#### GOAL OF THE EXERCISE
Nothing but the pictures should be dropped when the records are transcribed word for word.

#### ENTRIES PROVIDED
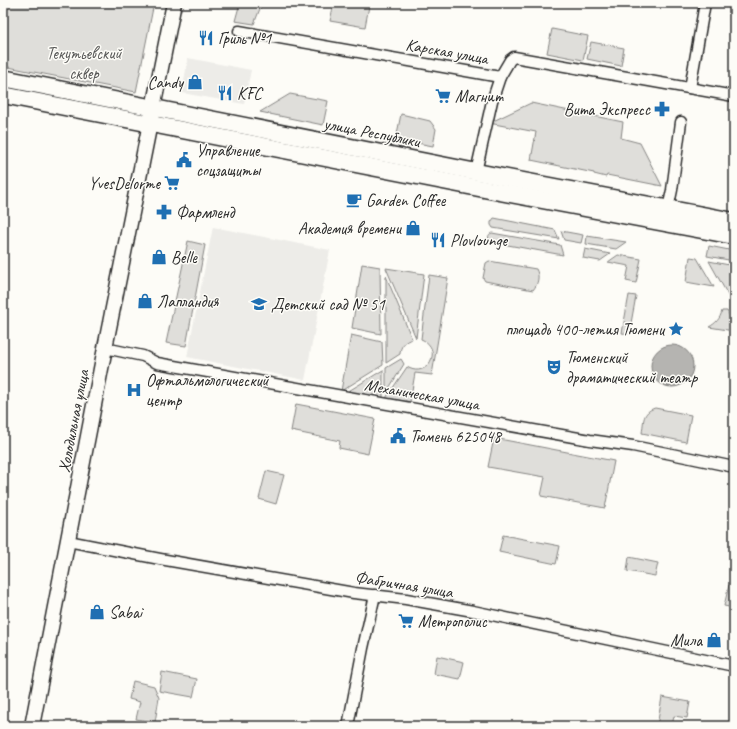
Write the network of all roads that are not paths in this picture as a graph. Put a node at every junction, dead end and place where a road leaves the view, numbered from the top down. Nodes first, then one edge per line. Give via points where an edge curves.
1 (174, 3) edge
2 (705, 3) edge
3 (240, 31) dead end
4 (500, 77) junction
5 (3, 78) edge
6 (690, 88) junction
7 (3, 95) edge
8 (734, 96) edge
9 (153, 108) junction
10 (681, 122) dead end
11 (150, 124) junction
12 (476, 172) junction
13 (668, 209) junction
14 (734, 221) edge
15 (734, 236) edge
16 (105, 348) junction
17 (734, 467) edge
18 (68, 541) junction
19 (375, 595) junction
20 (734, 666) edge
21 (32, 726) edge
22 (348, 726) edge

1 - 9 street
2 - 6 street
3 - 4 street, Карская улица
4 - 6 street, Карская улица via 514,57
4 - 12 street
5 - 9 main road, улица Республики
6 - 8 street, Карская улица
7 - 11 main road, улица Республики
9 - 11 street, Холодильная улица
9 - 12 main road, улица Республики
10 - 13 street
11 - 15 main road, улица Республики
11 - 16 street, Холодильная улица
12 - 13 main road, улица Республики
13 - 14 main road, улица Республики
16 - 17 street, Механическая улица via 143,356 157,363 633,446
16 - 18 street, Холодильная улица
18 - 19 street, Фабричная улица
18 - 21 street, Холодильная улица
19 - 20 street, Фабричная улица via 473,611
19 - 22 street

#### EXERCISE OUTPUT
Write the network of all roads that are not paths in this picture as a graph. Put a node at every junction, dead end and place where a road leaves the view, numbered from the top down. Nodes first, then one edge per line. Give via points where an edge curves.
1 (174, 3) edge
2 (705, 3) edge
3 (240, 31) dead end
4 (500, 77) junction
5 (3, 78) edge
6 (690, 88) junction
7 (3, 95) edge
8 (734, 96) edge
9 (153, 108) junction
10 (681, 122) dead end
11 (150, 124) junction
12 (476, 172) junction
13 (668, 209) junction
14 (734, 221) edge
15 (734, 236) edge
16 (105, 348) junction
17 (734, 467) edge
18 (68, 541) junction
19 (375, 595) junction
20 (734, 666) edge
21 (32, 726) edge
22 (348, 726) edge

1 - 9 street
2 - 6 street
3 - 4 street, Карская улица
4 - 6 street, Карская улица via 514,57
4 - 12 street
5 - 9 main road, улица Республики
6 - 8 street, Карская улица
7 - 11 main road, улица Республики
9 - 11 street, Холодильная улица
9 - 12 main road, улица Республики
10 - 13 street
11 - 15 main road, улица Республики
11 - 16 street, Холодильная улица
12 - 13 main road, улица Республики
13 - 14 main road, улица Республики
16 - 17 street, Механическая улица via 143,356 157,363 633,446
16 - 18 street, Холодильная улица
18 - 19 street, Фабричная улица
18 - 21 street, Холодильная улица
19 - 20 street, Фабричная улица via 473,611
19 - 22 street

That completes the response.